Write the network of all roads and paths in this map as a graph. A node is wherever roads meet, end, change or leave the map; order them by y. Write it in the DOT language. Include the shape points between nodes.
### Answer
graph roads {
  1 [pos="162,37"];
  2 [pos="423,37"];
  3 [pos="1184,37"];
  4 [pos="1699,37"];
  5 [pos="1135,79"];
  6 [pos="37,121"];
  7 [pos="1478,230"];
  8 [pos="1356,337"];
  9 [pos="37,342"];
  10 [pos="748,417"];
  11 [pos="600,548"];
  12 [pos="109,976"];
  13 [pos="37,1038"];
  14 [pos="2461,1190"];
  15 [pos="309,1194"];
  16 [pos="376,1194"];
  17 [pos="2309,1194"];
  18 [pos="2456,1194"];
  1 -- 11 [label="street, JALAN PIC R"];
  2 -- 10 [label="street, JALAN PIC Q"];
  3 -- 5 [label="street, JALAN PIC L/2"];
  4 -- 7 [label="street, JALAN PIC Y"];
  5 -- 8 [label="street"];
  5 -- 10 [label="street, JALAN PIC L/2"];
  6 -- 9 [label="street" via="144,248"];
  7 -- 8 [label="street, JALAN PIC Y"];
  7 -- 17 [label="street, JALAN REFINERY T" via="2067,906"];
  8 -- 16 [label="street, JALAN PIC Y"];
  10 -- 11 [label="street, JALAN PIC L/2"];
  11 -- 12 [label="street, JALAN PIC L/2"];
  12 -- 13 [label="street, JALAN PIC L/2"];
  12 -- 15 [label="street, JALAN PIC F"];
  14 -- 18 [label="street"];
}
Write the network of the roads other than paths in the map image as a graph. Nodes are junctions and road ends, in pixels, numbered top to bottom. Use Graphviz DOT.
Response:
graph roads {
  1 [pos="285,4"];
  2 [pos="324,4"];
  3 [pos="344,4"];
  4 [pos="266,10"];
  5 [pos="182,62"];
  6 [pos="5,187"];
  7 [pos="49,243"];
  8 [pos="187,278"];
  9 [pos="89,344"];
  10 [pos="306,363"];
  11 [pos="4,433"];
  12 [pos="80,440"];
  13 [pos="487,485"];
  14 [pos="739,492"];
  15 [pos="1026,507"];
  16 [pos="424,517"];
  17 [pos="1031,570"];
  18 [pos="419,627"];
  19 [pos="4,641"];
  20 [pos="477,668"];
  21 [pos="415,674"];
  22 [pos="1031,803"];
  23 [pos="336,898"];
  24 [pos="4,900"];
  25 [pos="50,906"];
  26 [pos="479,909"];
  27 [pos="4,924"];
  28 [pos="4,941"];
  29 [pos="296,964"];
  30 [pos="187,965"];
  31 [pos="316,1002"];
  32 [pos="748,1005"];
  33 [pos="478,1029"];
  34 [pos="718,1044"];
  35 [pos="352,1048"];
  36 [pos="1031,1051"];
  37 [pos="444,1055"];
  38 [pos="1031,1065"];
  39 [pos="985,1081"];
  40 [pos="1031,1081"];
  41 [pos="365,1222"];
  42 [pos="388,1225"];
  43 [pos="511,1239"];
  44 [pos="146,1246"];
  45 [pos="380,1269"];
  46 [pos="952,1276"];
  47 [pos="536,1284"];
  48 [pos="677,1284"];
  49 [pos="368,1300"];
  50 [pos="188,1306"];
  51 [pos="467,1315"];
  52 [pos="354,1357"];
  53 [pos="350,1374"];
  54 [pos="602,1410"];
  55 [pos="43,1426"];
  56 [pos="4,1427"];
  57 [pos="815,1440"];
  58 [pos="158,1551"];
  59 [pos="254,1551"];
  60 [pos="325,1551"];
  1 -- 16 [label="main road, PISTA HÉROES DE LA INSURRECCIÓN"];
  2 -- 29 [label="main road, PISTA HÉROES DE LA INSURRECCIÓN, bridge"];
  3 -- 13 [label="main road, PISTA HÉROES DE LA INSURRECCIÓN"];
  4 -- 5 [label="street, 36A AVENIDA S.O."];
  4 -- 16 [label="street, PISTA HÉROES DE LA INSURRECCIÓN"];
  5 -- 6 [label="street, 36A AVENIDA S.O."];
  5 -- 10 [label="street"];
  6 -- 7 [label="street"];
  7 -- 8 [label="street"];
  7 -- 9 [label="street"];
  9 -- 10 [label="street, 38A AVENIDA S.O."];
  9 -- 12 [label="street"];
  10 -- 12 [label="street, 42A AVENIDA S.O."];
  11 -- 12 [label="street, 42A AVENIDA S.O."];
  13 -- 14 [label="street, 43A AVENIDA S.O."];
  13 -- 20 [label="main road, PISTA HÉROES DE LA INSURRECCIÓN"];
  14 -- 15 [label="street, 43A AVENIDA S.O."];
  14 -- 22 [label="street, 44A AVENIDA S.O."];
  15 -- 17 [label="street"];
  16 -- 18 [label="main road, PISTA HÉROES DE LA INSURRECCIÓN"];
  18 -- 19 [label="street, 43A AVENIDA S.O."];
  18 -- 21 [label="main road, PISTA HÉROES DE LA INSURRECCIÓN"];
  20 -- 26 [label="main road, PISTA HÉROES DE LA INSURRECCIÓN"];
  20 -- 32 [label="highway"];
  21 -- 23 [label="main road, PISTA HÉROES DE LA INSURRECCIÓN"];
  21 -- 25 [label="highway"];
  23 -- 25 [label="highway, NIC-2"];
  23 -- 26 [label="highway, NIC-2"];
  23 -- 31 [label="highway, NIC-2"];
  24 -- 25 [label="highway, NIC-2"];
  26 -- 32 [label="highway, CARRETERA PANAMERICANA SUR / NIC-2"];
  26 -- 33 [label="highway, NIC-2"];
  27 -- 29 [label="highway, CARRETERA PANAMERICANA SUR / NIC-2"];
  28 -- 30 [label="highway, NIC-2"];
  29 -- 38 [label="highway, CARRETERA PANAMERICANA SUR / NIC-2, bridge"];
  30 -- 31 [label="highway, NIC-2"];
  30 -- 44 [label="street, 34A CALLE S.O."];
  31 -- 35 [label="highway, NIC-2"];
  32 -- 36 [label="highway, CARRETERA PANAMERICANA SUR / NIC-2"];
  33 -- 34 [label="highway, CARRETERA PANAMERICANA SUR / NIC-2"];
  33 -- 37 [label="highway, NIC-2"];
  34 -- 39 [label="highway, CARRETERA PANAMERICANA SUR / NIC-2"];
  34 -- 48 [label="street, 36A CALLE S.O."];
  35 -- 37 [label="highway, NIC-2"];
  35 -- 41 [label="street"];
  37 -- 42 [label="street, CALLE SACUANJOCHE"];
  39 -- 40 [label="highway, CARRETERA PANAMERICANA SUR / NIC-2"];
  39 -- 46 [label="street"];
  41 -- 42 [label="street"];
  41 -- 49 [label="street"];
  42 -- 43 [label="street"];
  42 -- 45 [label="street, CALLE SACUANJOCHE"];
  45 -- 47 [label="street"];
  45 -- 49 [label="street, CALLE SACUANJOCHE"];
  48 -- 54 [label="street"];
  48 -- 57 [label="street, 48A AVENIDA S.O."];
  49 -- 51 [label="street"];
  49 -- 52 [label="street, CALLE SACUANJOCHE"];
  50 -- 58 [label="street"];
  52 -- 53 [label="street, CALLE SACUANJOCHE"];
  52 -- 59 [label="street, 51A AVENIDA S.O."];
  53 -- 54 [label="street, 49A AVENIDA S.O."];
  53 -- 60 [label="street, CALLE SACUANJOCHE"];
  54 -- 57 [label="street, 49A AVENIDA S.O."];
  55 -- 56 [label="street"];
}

****************************************

__Exercise prompt__
Once you have read the records, repeat them all exactly.

__Solution to this exercise__
Write the network of all roads and paths in this map as a graph. A node is wherever roads meet, end, change or leave the map; order them by y. Write it in the DOT language. Include the shape points between nodes.
### Answer
graph roads {
  1 [pos="162,37"];
  2 [pos="423,37"];
  3 [pos="1184,37"];
  4 [pos="1699,37"];
  5 [pos="1135,79"];
  6 [pos="37,121"];
  7 [pos="1478,230"];
  8 [pos="1356,337"];
  9 [pos="37,342"];
  10 [pos="748,417"];
  11 [pos="600,548"];
  12 [pos="109,976"];
  13 [pos="37,1038"];
  14 [pos="2461,1190"];
  15 [pos="309,1194"];
  16 [pos="376,1194"];
  17 [pos="2309,1194"];
  18 [pos="2456,1194"];
  1 -- 11 [label="street, JALAN PIC R"];
  2 -- 10 [label="street, JALAN PIC Q"];
  3 -- 5 [label="street, JALAN PIC L/2"];
  4 -- 7 [label="street, JALAN PIC Y"];
  5 -- 8 [label="street"];
  5 -- 10 [label="street, JALAN PIC L/2"];
  6 -- 9 [label="street" via="144,248"];
  7 -- 8 [label="street, JALAN PIC Y"];
  7 -- 17 [label="street, JALAN REFINERY T" via="2067,906"];
  8 -- 16 [label="street, JALAN PIC Y"];
  10 -- 11 [label="street, JALAN PIC L/2"];
  11 -- 12 [label="street, JALAN PIC L/2"];
  12 -- 13 [label="street, JALAN PIC L/2"];
  12 -- 15 [label="street, JALAN PIC F"];
  14 -- 18 [label="street"];
}
Write the network of the roads other than paths in the map image as a graph. Nodes are junctions and road ends, in pixels, numbered top to bottom. Use Graphviz DOT.
Response:
graph roads {
  1 [pos="285,4"];
  2 [pos="324,4"];
  3 [pos="344,4"];
  4 [pos="266,10"];
  5 [pos="182,62"];
  6 [pos="5,187"];
  7 [pos="49,243"];
  8 [pos="187,278"];
  9 [pos="89,344"];
  10 [pos="306,363"];
  11 [pos="4,433"];
  12 [pos="80,440"];
  13 [pos="487,485"];
  14 [pos="739,492"];
  15 [pos="1026,507"];
  16 [pos="424,517"];
  17 [pos="1031,570"];
  18 [pos="419,627"];
  19 [pos="4,641"];
  20 [pos="477,668"];
  21 [pos="415,674"];
  22 [pos="1031,803"];
  23 [pos="336,898"];
  24 [pos="4,900"];
  25 [pos="50,906"];
  26 [pos="479,909"];
  27 [pos="4,924"];
  28 [pos="4,941"];
  29 [pos="296,964"];
  30 [pos="187,965"];
  31 [pos="316,1002"];
  32 [pos="748,1005"];
  33 [pos="478,1029"];
  34 [pos="718,1044"];
  35 [pos="352,1048"];
  36 [pos="1031,1051"];
  37 [pos="444,1055"];
  38 [pos="1031,1065"];
  39 [pos="985,1081"];
  40 [pos="1031,1081"];
  41 [pos="365,1222"];
  42 [pos="388,1225"];
  43 [pos="511,1239"];
  44 [pos="146,1246"];
  45 [pos="380,1269"];
  46 [pos="952,1276"];
  47 [pos="536,1284"];
  48 [pos="677,1284"];
  49 [pos="368,1300"];
  50 [pos="188,1306"];
  51 [pos="467,1315"];
  52 [pos="354,1357"];
  53 [pos="350,1374"];
  54 [pos="602,1410"];
  55 [pos="43,1426"];
  56 [pos="4,1427"];
  57 [pos="815,1440"];
  58 [pos="158,1551"];
  59 [pos="254,1551"];
  60 [pos="325,1551"];
  1 -- 16 [label="main road, PISTA HÉROES DE LA INSURRECCIÓN"];
  2 -- 29 [label="main road, PISTA HÉROES DE LA INSURRECCIÓN, bridge"];
  3 -- 13 [label="main road, PISTA HÉROES DE LA INSURRECCIÓN"];
  4 -- 5 [label="street, 36A AVENIDA S.O."];
  4 -- 16 [label="street, PISTA HÉROES DE LA INSURRECCIÓN"];
  5 -- 6 [label="street, 36A AVENIDA S.O."];
  5 -- 10 [label="street"];
  6 -- 7 [label="street"];
  7 -- 8 [label="street"];
  7 -- 9 [label="street"];
  9 -- 10 [label="street, 38A AVENIDA S.O."];
  9 -- 12 [label="street"];
  10 -- 12 [label="street, 42A AVENIDA S.O."];
  11 -- 12 [label="street, 42A AVENIDA S.O."];
  13 -- 14 [label="street, 43A AVENIDA S.O."];
  13 -- 20 [label="main road, PISTA HÉROES DE LA INSURRECCIÓN"];
  14 -- 15 [label="street, 43A AVENIDA S.O."];
  14 -- 22 [label="street, 44A AVENIDA S.O."];
  15 -- 17 [label="street"];
  16 -- 18 [label="main road, PISTA HÉROES DE LA INSURRECCIÓN"];
  18 -- 19 [label="street, 43A AVENIDA S.O."];
  18 -- 21 [label="main road, PISTA HÉROES DE LA INSURRECCIÓN"];
  20 -- 26 [label="main road, PISTA HÉROES DE LA INSURRECCIÓN"];
  20 -- 32 [label="highway"];
  21 -- 23 [label="main road, PISTA HÉROES DE LA INSURRECCIÓN"];
  21 -- 25 [label="highway"];
  23 -- 25 [label="highway, NIC-2"];
  23 -- 26 [label="highway, NIC-2"];
  23 -- 31 [label="highway, NIC-2"];
  24 -- 25 [label="highway, NIC-2"];
  26 -- 32 [label="highway, CARRETERA PANAMERICANA SUR / NIC-2"];
  26 -- 33 [label="highway, NIC-2"];
  27 -- 29 [label="highway, CARRETERA PANAMERICANA SUR / NIC-2"];
  28 -- 30 [label="highway, NIC-2"];
  29 -- 38 [label="highway, CARRETERA PANAMERICANA SUR / NIC-2, bridge"];
  30 -- 31 [label="highway, NIC-2"];
  30 -- 44 [label="street, 34A CALLE S.O."];
  31 -- 35 [label="highway, NIC-2"];
  32 -- 36 [label="highway, CARRETERA PANAMERICANA SUR / NIC-2"];
  33 -- 34 [label="highway, CARRETERA PANAMERICANA SUR / NIC-2"];
  33 -- 37 [label="highway, NIC-2"];
  34 -- 39 [label="highway, CARRETERA PANAMERICANA SUR / NIC-2"];
  34 -- 48 [label="street, 36A CALLE S.O."];
  35 -- 37 [label="highway, NIC-2"];
  35 -- 41 [label="street"];
  37 -- 42 [label="street, CALLE SACUANJOCHE"];
  39 -- 40 [label="highway, CARRETERA PANAMERICANA SUR / NIC-2"];
  39 -- 46 [label="street"];
  41 -- 42 [label="street"];
  41 -- 49 [label="street"];
  42 -- 43 [label="street"];
  42 -- 45 [label="street, CALLE SACUANJOCHE"];
  45 -- 47 [label="street"];
  45 -- 49 [label="street, CALLE SACUANJOCHE"];
  48 -- 54 [label="street"];
  48 -- 57 [label="street, 48A AVENIDA S.O."];
  49 -- 51 [label="street"];
  49 -- 52 [label="street, CALLE SACUANJOCHE"];
  50 -- 58 [label="street"];
  52 -- 53 [label="street, CALLE SACUANJOCHE"];
  52 -- 59 [label="street, 51A AVENIDA S.O."];
  53 -- 54 [label="street, 49A AVENIDA S.O."];
  53 -- 60 [label="street, CALLE SACUANJOCHE"];
  54 -- 57 [label="street, 49A AVENIDA S.O."];
  55 -- 56 [label="street"];
}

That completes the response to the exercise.